Baseball BeatFebruary 09, 2009
Categorizing Starting Pitchers by Strikeout and Groundball Rates - 2008 Edition
By Rich Lederer

Strikeout and groundball rates have become my favorite way to evaluate pitchers. While I also pay close attention to walk rates, I am most interested in whether pitchers can miss bats and keep batted balls in the park.

The reasons are simple and straightforward: (1) strikeouts are the out of choice and (2) groundballs are preferred over flyballs and line drives. Except for the rare missed third strike, a strikeout always produces an out and no chance for runners to advance bases (other than a stolen base).
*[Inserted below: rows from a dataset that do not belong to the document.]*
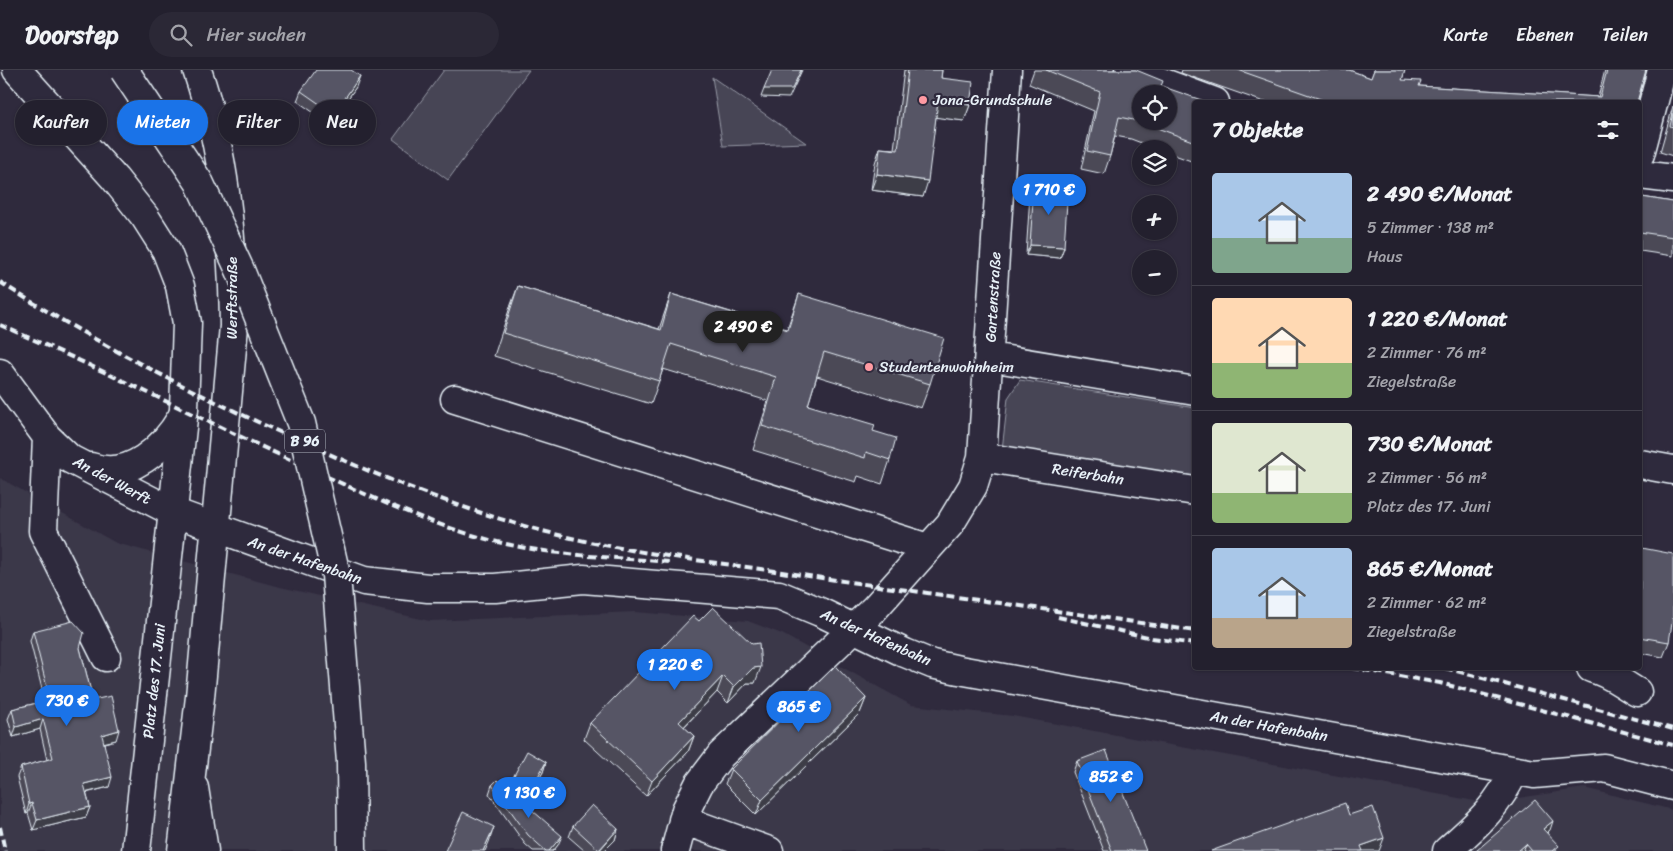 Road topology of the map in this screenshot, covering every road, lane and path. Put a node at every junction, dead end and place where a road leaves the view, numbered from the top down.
1 (17, 70) edge
2 (124, 70) edge
3 (197, 70) edge
4 (1007, 70) edge
5 (1129, 70) edge
6 (1662, 70) edge
7 (1210, 100) edge
8 (1642, 146) edge
9 (1642, 176) edge
10 (1673, 178) edge
11 (990, 357) junction
12 (0, 373) edge
13 (1192, 391) edge
14 (455, 400) dead end
15 (182, 418) junction
16 (47, 437) junction
17 (982, 457) junction
18 (70, 459) junction
19 (1642, 464) edge
20 (1673, 470) edge
21 (1192, 491) edge
22 (173, 512) junction
23 (216, 528) junction
24 (928, 548) junction
25 (853, 628) junction
26 (106, 657) dead end
27 (1591, 670) edge
28 (1637, 692) dead end
29 (192, 766) junction
30 (1514, 770) junction
31 (1673, 786) edge
32 (683, 820) junction
33 (136, 851) edge
34 (182, 851) edge
35 (204, 851) edge
36 (352, 851) edge
37 (675, 851) edge
38 (769, 851) edge
39 (1447, 851) edge

1 - 15 main road
2 - 36 main road, B 96, bridge
3 - 23 main road, Werftstraße
4 - 11 main road, Gartenstraße
5 - 7 main road
6 - 8 main road
9 - 10 main road
11 - 13 main road
11 - 17 main road, Gartenstraße
12 - 16 main road, An der Werft
14 - 24 main road
15 - 18 main road
15 - 22 main road
16 - 18 main road, An der Werft
16 - 26 main road
17 - 21 main road, Reiferbahn
17 - 24 main road, Gartenstraße
18 - 22 main road, An der Werft
19 - 20 main road
22 - 23 main road, An der Hafenbahn
22 - 33 main road, Platz des 17. Juni
23 - 25 main road, An der Hafenbahn
23 - 29 main road
24 - 25 main road, Gartenstraße
25 - 30 main road, An der Hafenbahn
25 - 32 main road, Gartenstraße
27 - 28 main road
29 - 34 main road
29 - 35 main road
30 - 31 main road, An der Hafenbahn
30 - 39 main road
32 - 37 main road, Gartenstraße
32 - 38 main road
Among batted ball types, infield flies are the least harmful, followed by groundballs, outfield flies, and line drives.

Thanks to the advancements in play-by-play data, we can even place a value on the run impact of each event. For example, according to information gathered from The Hardball Times, strikeouts have had a run impact of approximately -0.11, infield flies -0.09, groundballs 0.04, outfield flies 0.18, and line drives 0.39 per incident over the past few seasons.

Although groundballs generate more hits and errors than flyballs, their run impact is lower because the hits are usually limited to singles and an occasional double down the first or third base line, whereas balls in the air that turn into hits more often become doubles, triples, or home runs. By definition, groundball pitchers give up fewer flyballs and line drives. In addition, groundball rates fluctuate less than home run rates because park effects, weather, and other forms of randomness play a huge role when it comes to the outcome of long flyballs, especially among pitchers. Therefore, if you want to maintain a low home run rate, the best thing to do is to keep batted balls on the ground.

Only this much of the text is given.